(Activity):
Take every line from the data that has the word "Adam" in it.

BEGIN Provided information

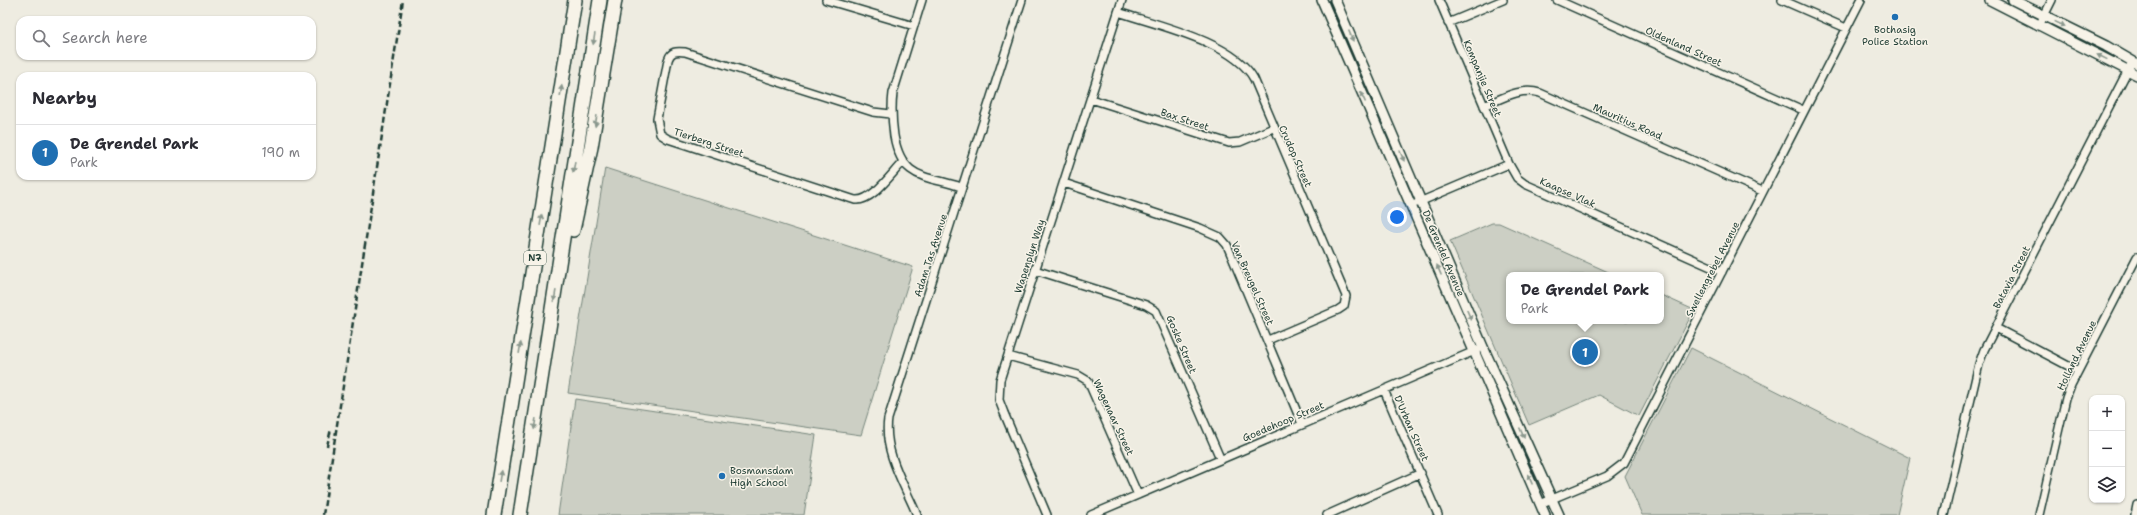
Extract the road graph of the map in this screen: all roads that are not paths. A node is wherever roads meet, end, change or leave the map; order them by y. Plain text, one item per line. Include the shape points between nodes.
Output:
1 (575, 0) edge
2 (600, 0) edge
3 (615, 0) edge
4 (826, 0) edge
5 (922, 0) edge
6 (1022, 0) edge
7 (1122, 0) edge
8 (1322, 0) edge
9 (1336, 0) edge
10 (1439, 0) edge
11 (1503, 0) edge
12 (1557, 0) edge
13 (1782, 0) edge
14 (1861, 0) edge
15 (1990, 0) edge
16 (2013, 0) edge
17 (2052, 0) edge
18 (1118, 12) junction
19 (2044, 16) junction
20 (1448, 23) junction
21 (914, 26) junction
22 (2039, 26) junction
23 (1846, 28) junction
24 (2132, 65) edge
25 (2137, 75) edge
26 (1091, 100) junction
27 (1484, 106) junction
28 (1803, 110) junction
29 (892, 114) junction
30 (1273, 128) junction
31 (902, 162) junction
32 (1509, 164) junction
33 (1064, 183) junction
34 (962, 187) junction
35 (1762, 191) junction
36 (1421, 201) junction
37 (1412, 206) junction
38 (2137, 257) edge
39 (1035, 270) junction
40 (1722, 272) junction
41 (559, 274) junction
42 (1996, 328) junction
43 (1268, 340) junction
44 (1483, 347) junction
45 (1474, 351) junction
46 (1008, 356) junction
47 (2078, 371) junction
48 (1384, 390) junction
49 (1302, 424) junction
50 (1220, 458) junction
51 (1421, 474) junction
52 (1138, 495) junction
53 (1552, 499) junction
54 (1540, 504) junction
55 (2137, 505) edge
56 (494, 515) edge
57 (520, 515) edge
58 (917, 515) edge
59 (1047, 515) edge
60 (1091, 515) edge
61 (1327, 515) edge
62 (1438, 515) edge
63 (1545, 515) edge
64 (1559, 515) edge
65 (1944, 515) edge
66 (2039, 515) edge
67 (2135, 515) edge

56 -> 1 highway, N7
2 -> 41 highway, N7
3 -> 41 highway via 591,147 569,248
4 - 21 street
5 - 21 street
6 - 34 street, Adam Tas Avenue
7 - 18 street, Wapenplyn Way
37 -> 8 street, De Grendel Avenue
9 -> 36 street, De Grendel Avenue
10 - 20 street, Kompanjie Street
11 - 20 street
12 - 28 street, Oldenland Street
13 - 23 street
14 - 23 street, Swellengrebel Avenue
15 - 22 street
16 - 19 street
17 - 19 street
18 - 26 street, Wapenplyn Way
18 - 30 street, Crudop Street via 1220,48 1238,61 1247,68 1254,79
19 - 22 street
19 -> 24 street via 2106,46
20 - 27 street, Kompanjie Street
21 - 29 street via 893,93
24 -> 22 street
23 - 28 street, Swellengrebel Avenue
24 - 25 street
24 - 42 street, Batavia Street
26 - 30 street, Bax Street via 1229,143 1240,142
26 - 33 street, Wapenplyn Way
27 - 32 street, Kompanjie Street
27 - 35 street, Mauritius Road via 1517,92 1528,90 1540,93
28 - 35 street, Swellengrebel Avenue
29 - 31 street via 897,151
29 - 31 street, Tierberg Street via 873,112 677,51 673,52 668,60 657,123 660,134 668,139 860,201 869,197
30 - 43 street, Crudop Street via 1346,296 1342,308
31 - 34 street via 912,172
32 - 36 street
32 - 40 street, Kaapse Vlak via 1517,178 1525,184
33 - 39 street, Wapenplyn Way
33 - 43 street, Van Breugel Street via 1220,237 1227,245
34 - 58 street, Adam Tas Avenue via 887,427 890,452
35 - 40 street, Swellengrebel Avenue
36 - 37 street
36 -> 44 street, De Grendel Avenue
45 -> 37 street, De Grendel Avenue
38 - 47 street, Holland Avenue
39 - 46 street, Wapenplyn Way
39 - 50 street, Goske Street via 1146,305 1156,311
40 - 53 street, Swellengrebel Avenue via 1624,462 1607,476
41 -> 57 highway, N7
42 - 47 street
42 - 65 street, Batavia Street via 1979,364
43 - 49 street, Van Breugel Street
44 - 45 street, Goedehoop Street
44 -> 53 street, De Grendel Avenue
45 - 48 street, Goedehoop Street
54 -> 45 street, De Grendel Avenue
46 - 52 street, Wagenaar Street via 1078,375 1088,381
46 - 59 street, Wapenplyn Way via 1000,380 1000,400
47 - 66 street, Holland Avenue via 2066,398
48 - 49 street, Goedehoop Street
48 - 51 street, D'Urban Street
49 - 50 street, Goedehoop Street
50 - 52 street, Goedehoop Street
51 - 61 street, D'Urban Street
51 - 62 street, D'Urban Street
52 - 60 street, Goedehoop Street
53 - 54 street, Swellengrebel Avenue
53 - 64 street, De Grendel Avenue
54 - 63 street, De Grendel Avenue
55 - 67 street

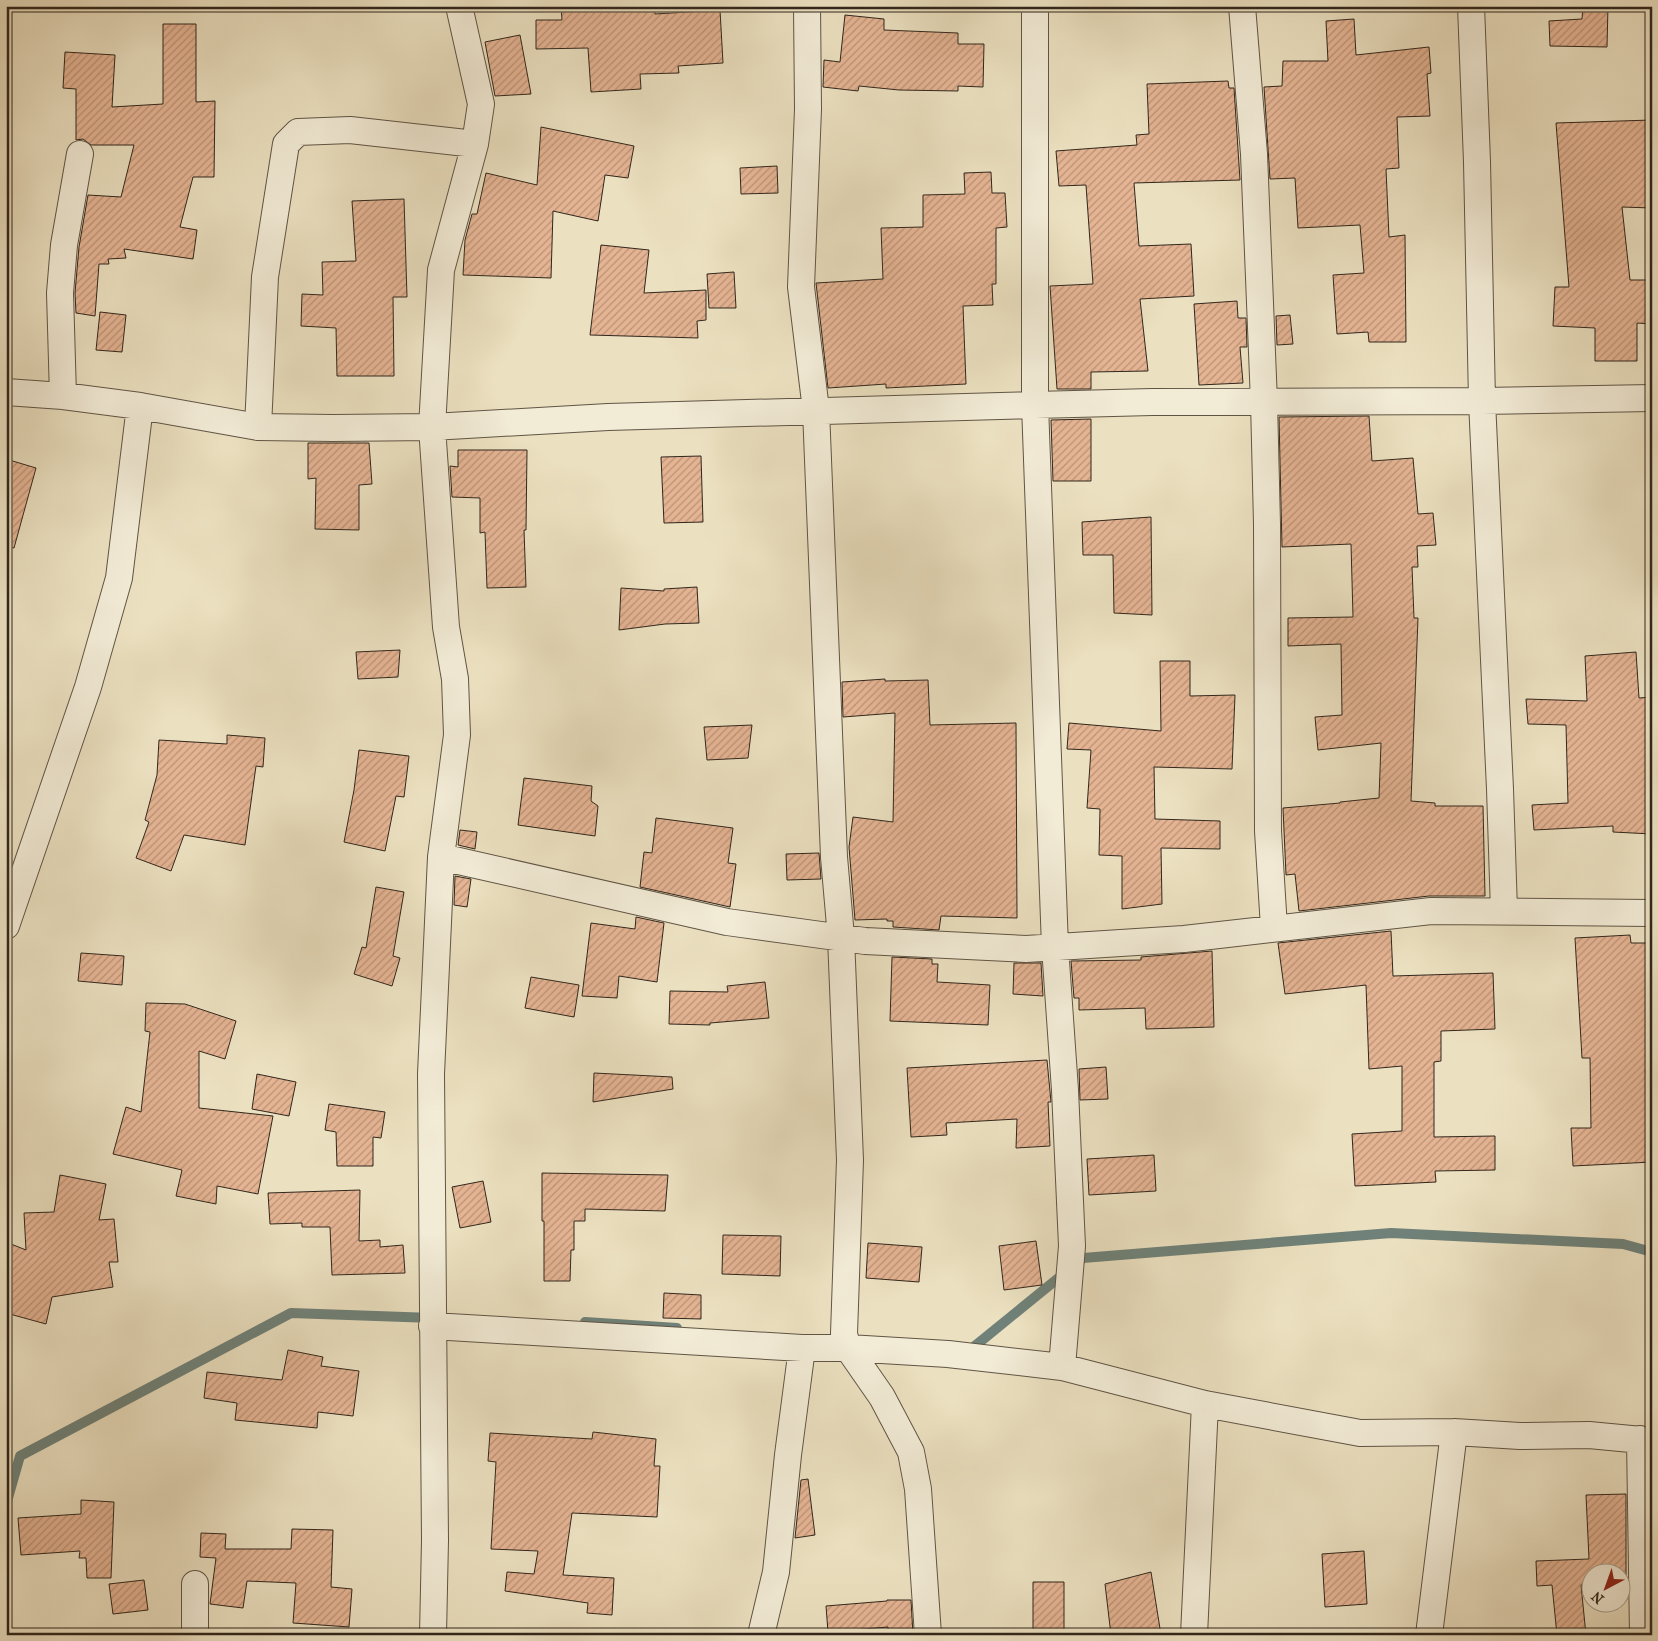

END Provided information

(Your response):
6 - 34 street, Adam Tas Avenue
34 - 58 street, Adam Tas Avenue via 887,427 890,452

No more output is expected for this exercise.